Can that title have the word ‘mongo’ in it any more times? Well, fear not, I’m about to use it even more…

So, I had to fool around a bit to get the so-called “Mongosphinx” gem working with my app architecture. Thought it might be helpful to others to demonstrate how I did it. I’ll boil it down to a generic sort of implementation.

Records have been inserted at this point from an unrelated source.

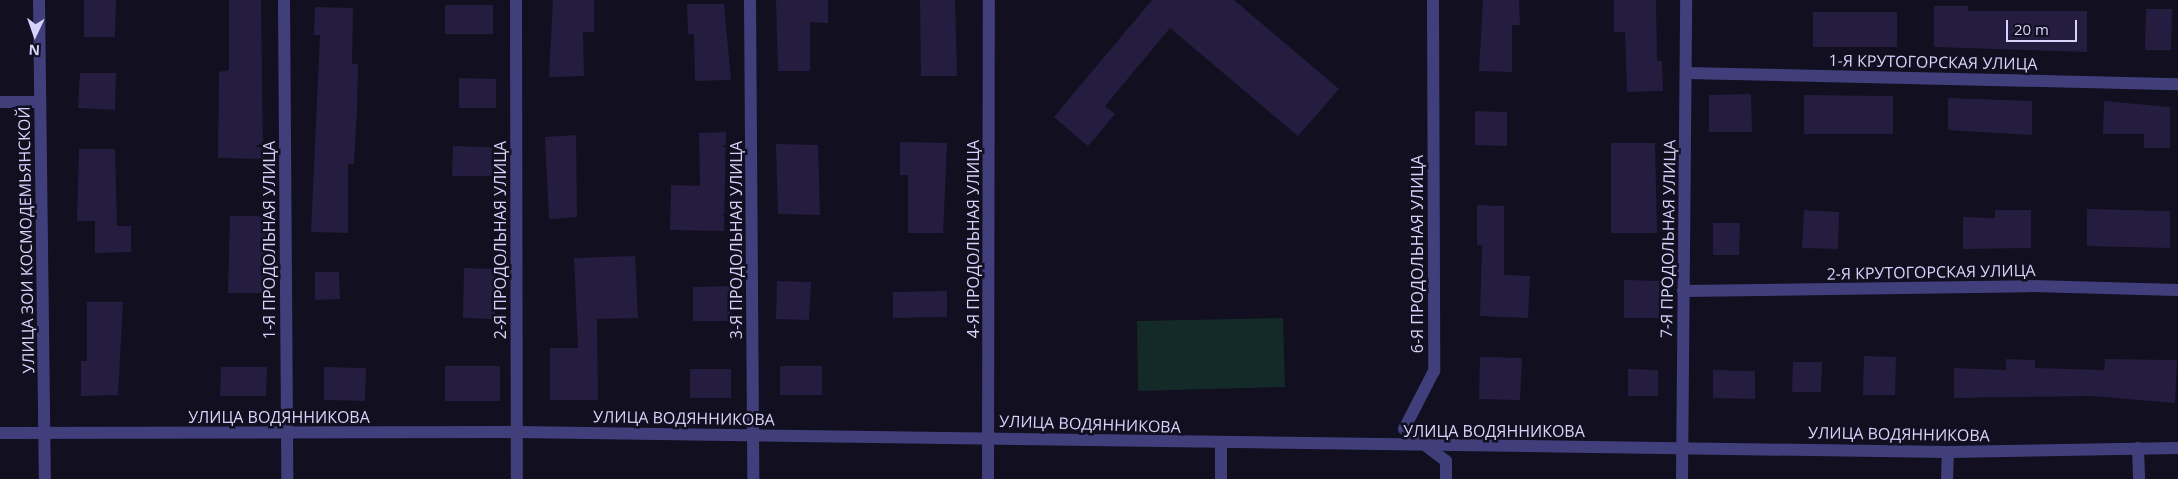 <!DOCTYPE html>
<meta charset="utf-8">
<style>
body{margin:0}
#map{position:relative;width:2178px;height:479px;overflow:hidden;background:#120f20;font-family:"Open Sans",sans-serif}
div>[style]{position:absolute}
[style*='--x']{left:calc(var(--x)*1px);top:calc(var(--y)*1px);width:calc(var(--w)*1px);rotate:calc(var(--a)*1deg)}
.green>*{inset:0;background:#132a28}
.building>*{inset:0;background:#241d3f}
.street>*{height:12px;margin:-6px;padding:0 6px;transform-origin:6px;border-radius:6px;background:#403f7b}
span{translate:-50% -50%;white-space:nowrap;text-align:center;line-height:1.15;-webkit-text-stroke:5px #120f20;paint-order:stroke}
.street-label{font-size:16px;color:#d7d3fb}
.north{position:absolute;left:10px;top:10px;width:50px;height:50px;-webkit-text-stroke:4px #120f20;paint-order:stroke;rotate:183deg;font-size:14px;font-weight:700;line-height:20px;text-align:center;color:#d7d3fb}
.north::after{content:'';display:block;margin:auto;width:18px;height:22px;background:#d7d3fb;clip-path:polygon(50% 0,100% 100%,50% 72%,0 100%)}
.scale{position:absolute;left:2006px;top:20px;width:71px;height:22px;box-sizing:border-box;border:2px solid #d7d3fb;border-top:0;padding-left:6px;font-size:15px;line-height:18px;white-space:nowrap;color:#d7d3fb;-webkit-text-stroke:4px #120f20;paint-order:stroke}
</style>
<div id="map">
<div class="green">
<i style="clip-path:polygon(1283px 318px,1285px 387px,1138px 391px,1137px 321px)"></i>
</div>
<div class="building">
<i style="clip-path:polygon(84px 0,116px 0,115px 37px,84px 37px)"></i>
<i style="clip-path:polygon(229px 0,261px 0,263px 159px,218px 158px,219px 72px,229px 70px)"></i>
<i style="clip-path:polygon(553px 0,594px 0,594px 32px,583px 32px,584px 76px,549px 77px)"></i>
<i style="clip-path:polygon(776px 0,828px 0,828px 23px,810px 22px,810px 71px,778px 71px)"></i>
<i style="clip-path:polygon(920px 0,955px 0,957px 76px,921px 76px)"></i>
<i style="clip-path:polygon(1152px 0,1234px 0,1339px 89px,1298px 136px,1170px 28px,1105px 106px,1115px 114px,1088px 146px,1054px 117px)"></i>
<i style="clip-path:polygon(1483px 0,1519px 0,1520px 25px,1512px 25px,1512px 72px,1479px 71px)"></i>
<i style="clip-path:polygon(1614px 0,1656px 0,1657px 61px,1662px 61px,1663px 91px,1627px 92px,1625px 32px,1614px 32px)"></i>
<i style="clip-path:polygon(687px 4px,724px 4px,731px 80px,695px 81px,694px 34px,688px 34px)"></i>
<i style="clip-path:polygon(445px 5px,493px 5px,493px 34px,445px 34px)"></i>
<i style="clip-path:polygon(1934px 6px,1968px 6px,1968px 11px,2087px 11px,2087px 52px,1934px 47px)"></i>
<i style="clip-path:polygon(315px 7px,353px 8px,352px 64px,358px 64px,357px 109px,354px 164px,348px 164px,348px 233px,311px 232px,320px 35px,314px 35px)"></i>
<i style="clip-path:polygon(2146px 9px,2172px 9px,2171px 50px,2145px 50px)"></i>
<i style="clip-path:polygon(1813px 12px,1897px 12px,1897px 47px,1813px 47px)"></i>
<i style="clip-path:polygon(80px 73px,116px 73px,115px 110px,78px 108px)"></i>
<i style="clip-path:polygon(459px 78px,496px 79px,496px 108px,459px 108px)"></i>
<i style="clip-path:polygon(1751px 94px,1752px 132px,1709px 132px,1709px 95px)"></i>
<i style="clip-path:polygon(1804px 95px,1893px 96px,1893px 134px,1804px 134px)"></i>
<i style="clip-path:polygon(1948px 98px,2032px 101px,2032px 135px,1948px 130px)"></i>
<i style="clip-path:polygon(2104px 101px,2170px 107px,2170px 148px,2144px 148px,2144px 134px,2103px 134px)"></i>
<i style="clip-path:polygon(1475px 111px,1507px 112px,1507px 146px,1475px 145px)"></i>
<i style="clip-path:polygon(726px 132px,724px 231px,670px 230px,671px 185px,700px 186px,699px 133px)"></i>
<i style="clip-path:polygon(576px 135px,577px 217px,549px 219px,545px 137px)"></i>
<i style="clip-path:polygon(900px 142px,947px 143px,943px 233px,908px 233px,908px 175px,900px 175px)"></i>
<i style="clip-path:polygon(1611px 143px,1655px 143px,1657px 233px,1611px 233px)"></i>
<i style="clip-path:polygon(776px 144px,818px 145px,820px 215px,778px 214px)"></i>
<i style="clip-path:polygon(453px 146px,492px 147px,492px 176px,452px 176px)"></i>
<i style="clip-path:polygon(79px 149px,115px 149px,117px 226px,131px 226px,131px 252px,95px 253px,95px 221px,77px 221px)"></i>
<i style="clip-path:polygon(1477px 205px,1504px 206px,1504px 275px,1530px 276px,1528px 318px,1480px 316px,1482px 245px,1477px 245px)"></i>
<i style="clip-path:polygon(2087px 209px,2170px 211px,2170px 248px,2087px 246px)"></i>
<i style="clip-path:polygon(1804px 210px,1839px 212px,1838px 249px,1802px 248px)"></i>
<i style="clip-path:polygon(1995px 210px,2031px 210px,2031px 248px,1963px 249px,1963px 217px,1995px 218px)"></i>
<i style="clip-path:polygon(230px 216px,265px 216px,267px 293px,228px 293px)"></i>
<i style="clip-path:polygon(1713px 223px,1740px 223px,1739px 255px,1713px 255px)"></i>
<i style="clip-path:polygon(635px 256px,638px 318px,597px 319px,598px 400px,550px 400px,550px 348px,578px 348px,574px 258px)"></i>
<i style="clip-path:polygon(464px 268px,496px 269px,495px 319px,463px 318px)"></i>
<i style="clip-path:polygon(315px 272px,339px 272px,340px 299px,315px 300px)"></i>
<i style="clip-path:polygon(1624px 280px,1659px 281px,1659px 318px,1624px 318px)"></i>
<i style="clip-path:polygon(777px 281px,811px 282px,809px 320px,776px 319px)"></i>
<i style="clip-path:polygon(730px 286px,730px 321px,693px 321px,693px 287px)"></i>
<i style="clip-path:polygon(947px 291px,947px 317px,893px 318px,893px 292px)"></i>
<i style="clip-path:polygon(87px 302px,123px 302px,118px 395px,81px 396px,81px 361px,87px 361px)"></i>
<i style="clip-path:polygon(1864px 356px,1896px 357px,1895px 395px,1863px 395px)"></i>
<i style="clip-path:polygon(1480px 357px,1522px 358px,1520px 400px,1479px 399px)"></i>
<i style="clip-path:polygon(2006px 359px,2035px 360px,2035px 368px,2104px 370px,2105px 359px,2177px 360px,2175px 403px,2091px 396px,1954px 398px,1954px 368px,2006px 370px)"></i>
<i style="clip-path:polygon(1793px 362px,1822px 362px,1821px 392px,1792px 392px)"></i>
<i style="clip-path:polygon(445px 366px,500px 366px,500px 401px,445px 401px)"></i>
<i style="clip-path:polygon(780px 366px,822px 366px,822px 395px,780px 395px)"></i>
<i style="clip-path:polygon(221px 367px,267px 367px,266px 396px,220px 396px)"></i>
<i style="clip-path:polygon(324px 367px,366px 368px,365px 401px,324px 400px)"></i>
<i style="clip-path:polygon(690px 369px,731px 369px,731px 398px,690px 398px)"></i>
<i style="clip-path:polygon(1628px 369px,1658px 370px,1658px 396px,1628px 396px)"></i>
<i style="clip-path:polygon(1713px 370px,1755px 371px,1755px 399px,1713px 398px)"></i>
</div>
<div class="street">
<i style="--x:39;--y:0;--w:479;--a:89.3"></i>
<i style="--x:284;--y:0;--w:479;--a:89.6"></i>
<i style="--x:516;--y:0;--w:479;--a:89.9"></i>
<i style="--x:750;--y:0;--w:479;--a:89.6"></i>
<i style="--x:1433;--y:0;--w:371;--a:89.8"></i>
<i style="--x:1434;--y:371;--w:65;--a:117.3"></i>
<i style="--x:1404;--y:429;--w:53;--a:37.3"></i>
<i style="--x:1446;--y:461;--w:18;--a:90"></i>
<i style="--x:1687;--y:73;--w:491;--a:1.3"></i>
<i style="--x:0;--y:102;--w:40;--a:0"></i>
<i style="--x:1683;--y:291;--w:345;--a:-0.8"></i>
<i style="--x:2028;--y:286;--w:150;--a:1.5"></i>
<i style="--x:0;--y:433;--w:517;--a:-0.11"></i>
<i style="--x:517;--y:432;--w:1431;--a:0.8"></i>
<i style="--x:1948;--y:452;--w:230;--a:-1"></i>
<i style="--x:2138;--y:448;--w:31;--a:88"></i>
<i style="--x:988;--y:479;--w:479;--a:-89.9"></i>
<i style="--x:1221;--y:479;--w:35;--a:-90"></i>
<i style="--x:1682;--y:479;--w:479;--a:-89.5"></i>
<i style="--x:1947;--y:479;--w:27;--a:-88"></i>
</div>
<div class="street-label">
<span style="left:1933px;top:62px;rotate:1deg">1-Я КРУТОГОРСКАЯ УЛИЦА</span>
<span style="left:973px;top:239px;rotate:-90deg">4-Я ПРОДОЛЬНАЯ УЛИЦА</span>
<span style="left:1668px;top:239px;rotate:-89deg">7-Я ПРОДОЛЬНАЯ УЛИЦА</span>
<span style="left:26px;top:240px;rotate:-91deg">УЛИЦА ЗОИ КОСМОДЕМЬЯНСКОЙ</span>
<span style="left:269px;top:240px;rotate:-90deg">1-Я ПРОДОЛЬНАЯ УЛИЦА</span>
<span style="left:500px;top:240px;rotate:-90deg">2-Я ПРОДОЛЬНАЯ УЛИЦА</span>
<span style="left:736px;top:240px;rotate:-90deg">3-Я ПРОДОЛЬНАЯ УЛИЦА</span>
<span style="left:1417px;top:254px;rotate:-90deg">6-Я ПРОДОЛЬНАЯ УЛИЦА</span>
<span style="left:1931px;top:272px;rotate:-1deg">2-Я КРУТОГОРСКАЯ УЛИЦА</span>
<span style="left:279px;top:417px">УЛИЦА ВОДЯННИКОВА</span>
<span style="left:684px;top:418px;rotate:1deg">УЛИЦА ВОДЯННИКОВА</span>
<span style="left:1090px;top:424px;rotate:2deg">УЛИЦА ВОДЯННИКОВА</span>
<span style="left:1494px;top:431px">УЛИЦА ВОДЯННИКОВА</span>
<span style="left:1899px;top:434px;rotate:1deg">УЛИЦА ВОДЯННИКОВА</span>
</div>
<div class="north">N</div>
<div class="scale">20 m</div>
</div>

Hit the jump to see the whole bloody mess…

app/models/document.rb

class Document
  include MongoMapper::Document
  key :title,  String
  key :content,  String
  timestamps!

  #cached for the sphinx indexer
  key :sphinx_tags, String

  # for mongosphinx
  fulltext_index :title, :content
  REINDEX_INTERVAL = 10.minutes
  INDEXED_FIELDS = '_sphinx_id, title, content, sphinx_tags'
  before_save: cache_for_indexer
  after_save: reindex

  def self.search(query)
    # method returns a sphinx resultset object with its own each() method
    # iterate over that and pull each element out as an old-fashioned array of Documents
    by_fulltext_index(query).each{|p| p}
  end

  def self.xml_for_sphinx_pipe
    puts MongoSphinx::Indexer::XMLDocset.new(Document.all(:fields => INDEXED_FIELDS)).to_s
  end

  def cache_for_indexer
    self.sphinx_tags = tag_words.join(' ')
    true
  end

  def reindex
    require 'mongo/gridfs'
    # we run this method whenever a doc is saved, but we only actually reindex every 10 minutes, max
    unless RAILS_ENV == 'test'
      db = MongoMapper.database
      file = "indexer_next_run"
      if GridFS::GridStore.exist?(db, file)
        line = GridFS::GridStore.new(db, file, 'r').readlines[0]
        return false unless Time.now > Time.parse(line)
      end
      next_run = (Time.now + REINDEX_INTERVAL).to_s
      GridFS::GridStore.open(db, file, 'w') { |f| f.puts next_run }
      logger.info "Running document re-indexer"
      Process.fork { `rake sphinx:index rotate=true` }
    end
  end
end

I’ll illuminate some of that for you.

If you’ve been using MongoMapper, most of the key stuff should be obvious already. The ‘sphinx_tags’ is a special trick I cooked up to make this work well with my acts_as_mongo_taggable plugin. Basically, whenever a Document is saved/updated, I jam a single string into the sphinx_tags field in Mongo. This lets sphinx index those tags easily.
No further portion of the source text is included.